TASK BRIEF → In the records below, pick out all lines containing the word "Mansoorabad".
-- SOURCE RECORDS follows --
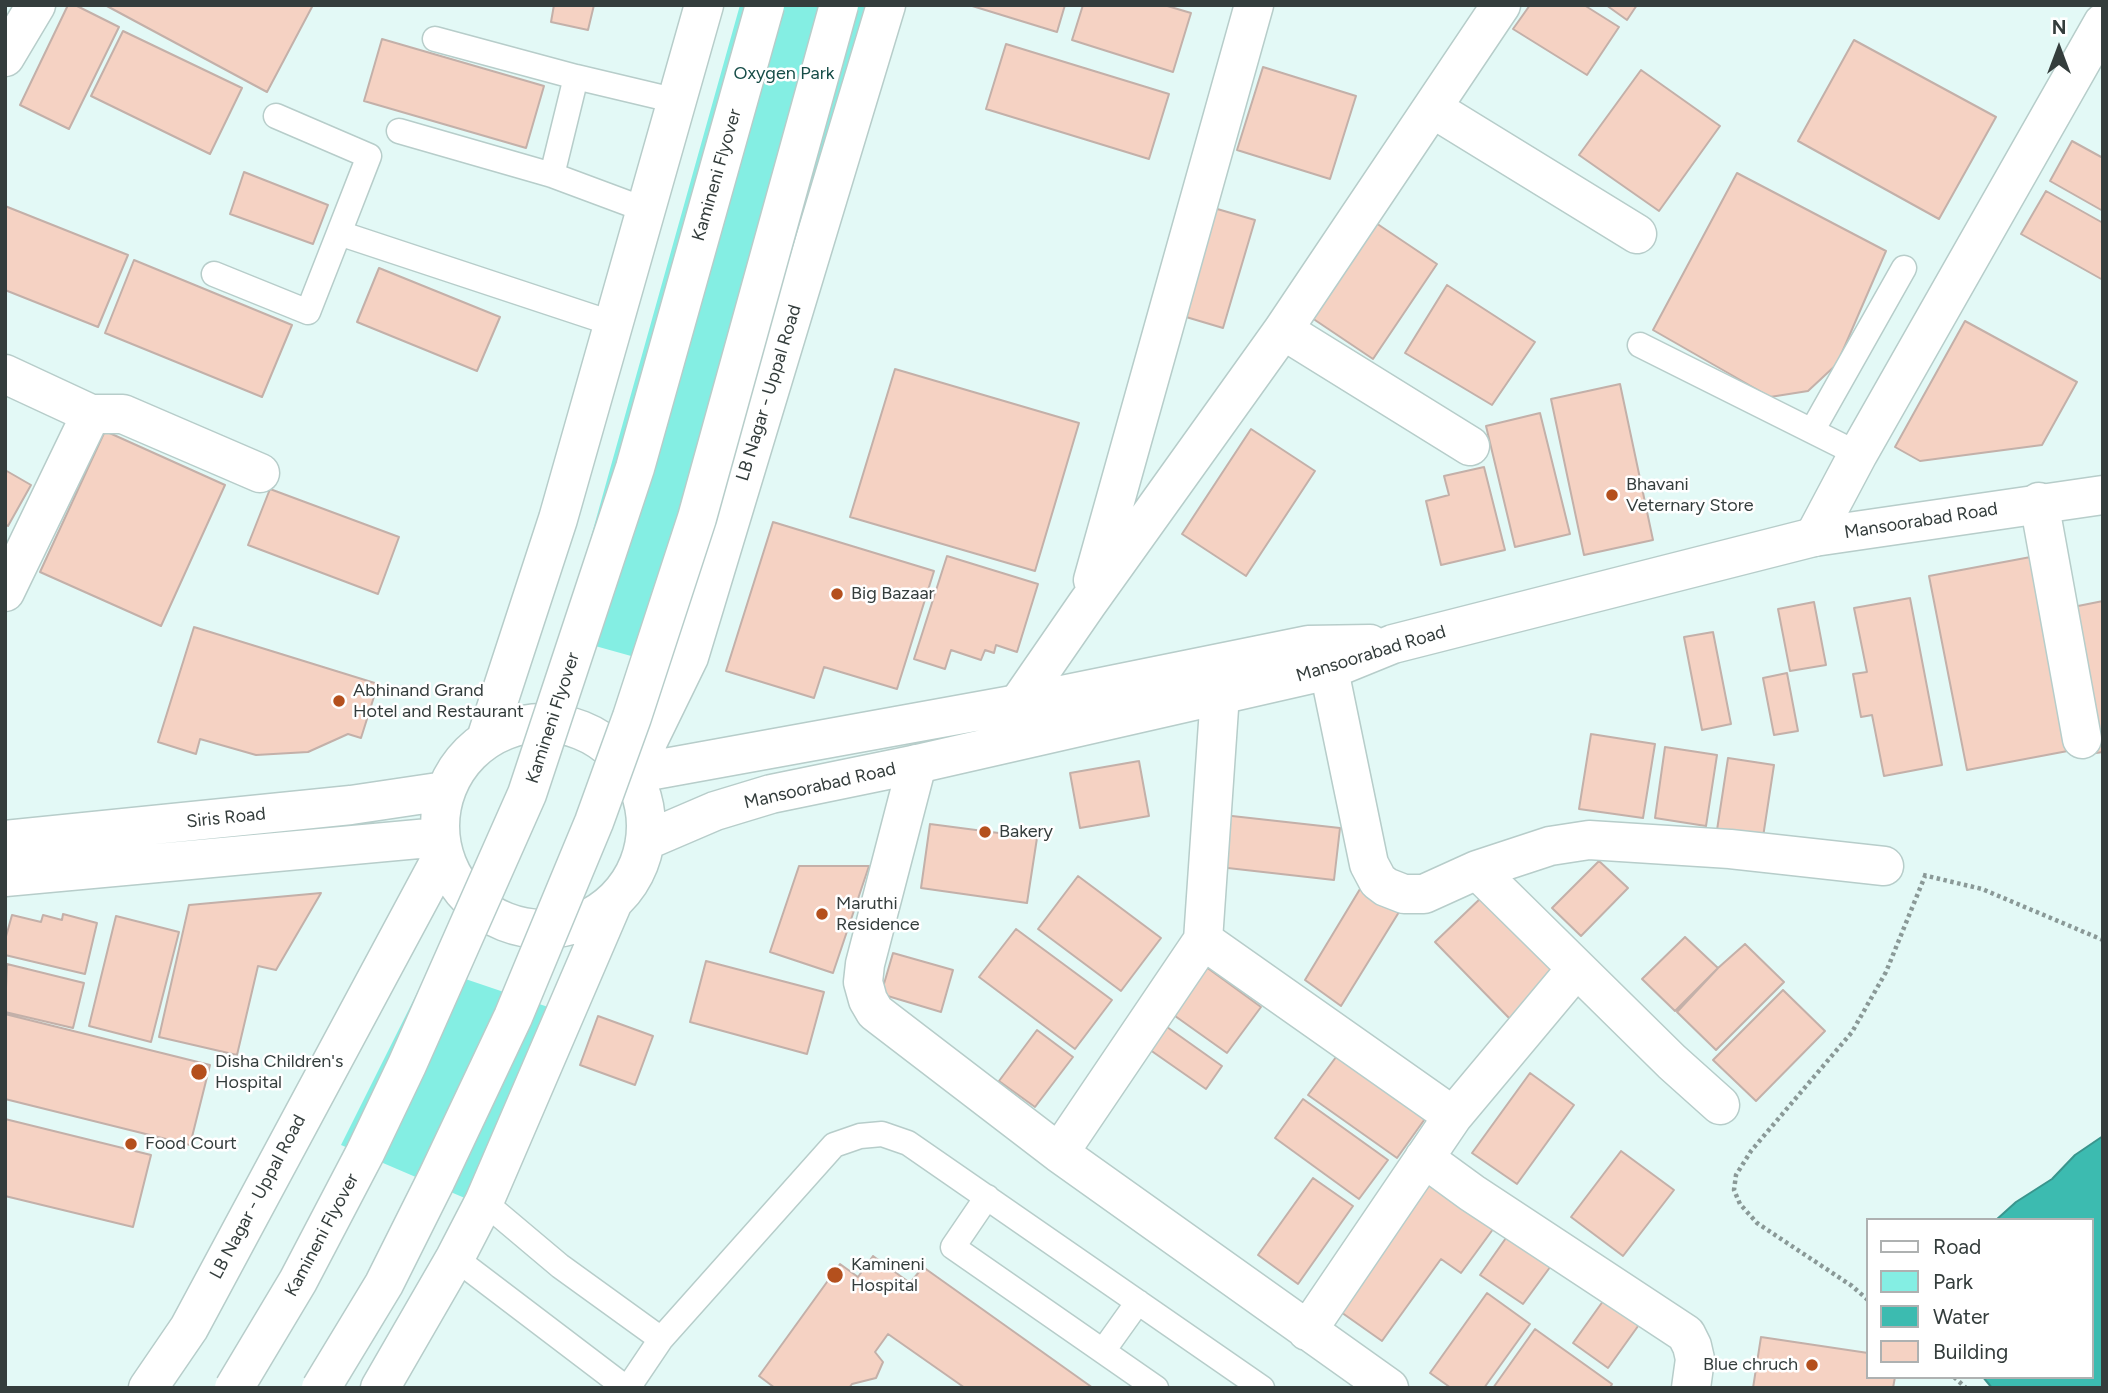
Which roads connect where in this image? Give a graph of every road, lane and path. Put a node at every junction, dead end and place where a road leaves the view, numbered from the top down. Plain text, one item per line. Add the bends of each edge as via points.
1 (36, 5) edge
2 (705, 5) edge
3 (765, 5) edge
4 (839, 5) edge
5 (886, 5) edge
6 (1254, 5) edge
7 (1502, 5) edge
8 (2103, 23) edge
9 (435, 39) dead end
10 (5, 57) edge
11 (576, 77) junction
12 (677, 101) junction
13 (1432, 108) junction
14 (276, 116) dead end
15 (399, 131) dead end
16 (552, 175) junction
17 (646, 210) junction
18 (340, 233) junction
19 (1637, 234) dead end
20 (1904, 268) dead end
21 (214, 274) dead end
22 (614, 324) junction
23 (1283, 330) junction
24 (1640, 345) dead end
25 (5, 374) edge
26 (91, 414) junction
27 (1812, 431) junction
28 (1470, 446) dead end
29 (1858, 454) junction
30 (260, 472) dead end
31 (2103, 495) edge
32 (2039, 502) junction
33 (1814, 537) junction
34 (5, 592) edge
35 (1087, 604) junction
36 (1393, 644) junction
37 (1329, 670) junction
38 (1220, 694) junction
39 (1100, 704) junction
40 (1021, 722) junction
41 (486, 739) junction
42 (2082, 739) dead end
43 (917, 764) junction
44 (632, 774) junction
45 (445, 790) junction
46 (5, 840) edge
47 (645, 841) junction
48 (442, 846) junction
49 (1884, 866) dead end
50 (1477, 870) junction
51 (5, 877) edge
52 (613, 902) junction
53 (1203, 940) junction
54 (2103, 940) edge
55 (1576, 969) junction
56 (1720, 1105) dead end
57 (1453, 1116) junction
58 (1059, 1153) junction
59 (1424, 1158) junction
60 (987, 1197) junction
61 (484, 1202) junction
62 (455, 1258) junction
63 (1867, 1299) edge
64 (1138, 1302) junction
65 (1307, 1331) junction
66 (661, 1339) junction
67 (1103, 1351) junction
68 (148, 1388) edge
69 (234, 1388) edge
70 (321, 1388) edge
71 (380, 1388) edge
72 (627, 1388) edge
73 (1156, 1388) edge
74 (1262, 1388) edge
75 (1389, 1388) edge
76 (1691, 1388) edge

1 - 10 main road
2 - 12 main road
3 - 69 main road, Kamineni Flyover, bridge via 635,468 527,794 365,1153 298,1281
4 - 70 main road, bridge via 697,518 594,822 513,1017 436,1180 384,1284
5 - 44 main road, LB Nagar - Uppal Road via 689,657
6 - 35 main road
7 - 13 main road
8 - 29 main road
9 - 11 lane
11 - 12 lane
11 - 16 lane
12 - 17 main road
13 - 19 main road
13 - 23 main road
14 - 18 lane via 369,156
15 - 16 lane
16 - 17 lane
17 - 22 main road
18 - 21 lane via 308,312
18 - 22 lane
20 - 27 lane
22 - 41 main road via 558,519
23 - 28 main road
23 - 35 main road
24 - 27 lane
25 - 26 main road
26 - 30 main road via 122,414
26 - 34 main road
27 - 29 lane
29 - 33 main road
31 - 32 main road, Mansoorabad Road
32 - 33 main road, Mansoorabad Road
32 - 42 main road
33 - 36 main road, Mansoorabad Road
35 - 40 main road
36 - 37 main road, Mansoorabad Road
36 - 39 main road via 1308,645
37 - 38 main road, Mansoorabad Road
37 - 50 main road via 1370,864 1378,881 1404,894 1424,894
38 - 39 main road, Mansoorabad Road
38 - 53 main road
39 - 40 main road, Mansoorabad Road
40 - 43 main road, Mansoorabad Road
40 - 44 main road
41 - 44 main road via 516,726 550,723 582,731 611,748
41 - 45 main road via 462,761
43 - 47 main road, Mansoorabad Road via 771,794 715,811
43 - 58 main road via 865,964 863,982 869,1000 875,1012
44 - 47 main road via 645,806
45 - 46 main road, Siris Road via 351,805
45 - 48 main road via 439,823
47 - 52 main road via 635,874
48 - 51 main road
48 - 52 main road via 458,885 483,910 514,925 550,929 584,921
48 - 68 main road, LB Nagar - Uppal Road via 189,1328
49 - 50 main road via 1589,840 1550,846
50 - 55 main road
52 - 61 main road
53 - 57 main road
53 - 58 main road
54 - 63 path via 1982,889 1925,876 1886,972 1852,1032 1751,1151 1734,1190 1740,1205 1757,1223
55 - 56 main road
55 - 57 main road
57 - 59 main road
58 - 65 main road
59 - 65 main road
59 - 76 main road via 1686,1334 1695,1359
60 - 64 lane
60 - 66 lane via 908,1143 881,1134 834,1145
60 - 67 lane via 953,1247
61 - 62 main road
61 - 66 lane via 560,1266
62 - 71 main road
62 - 72 lane
64 - 67 lane
64 - 74 lane
65 - 75 main road
66 - 72 lane
67 - 73 lane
-- SOURCE RECORDS concluded --
YOUR RESPONSE →
31 - 32 main road, Mansoorabad Road
32 - 33 main road, Mansoorabad Road
33 - 36 main road, Mansoorabad Road
36 - 37 main road, Mansoorabad Road
37 - 38 main road, Mansoorabad Road
38 - 39 main road, Mansoorabad Road
39 - 40 main road, Mansoorabad Road
40 - 43 main road, Mansoorabad Road
43 - 47 main road, Mansoorabad Road via 771,794 715,811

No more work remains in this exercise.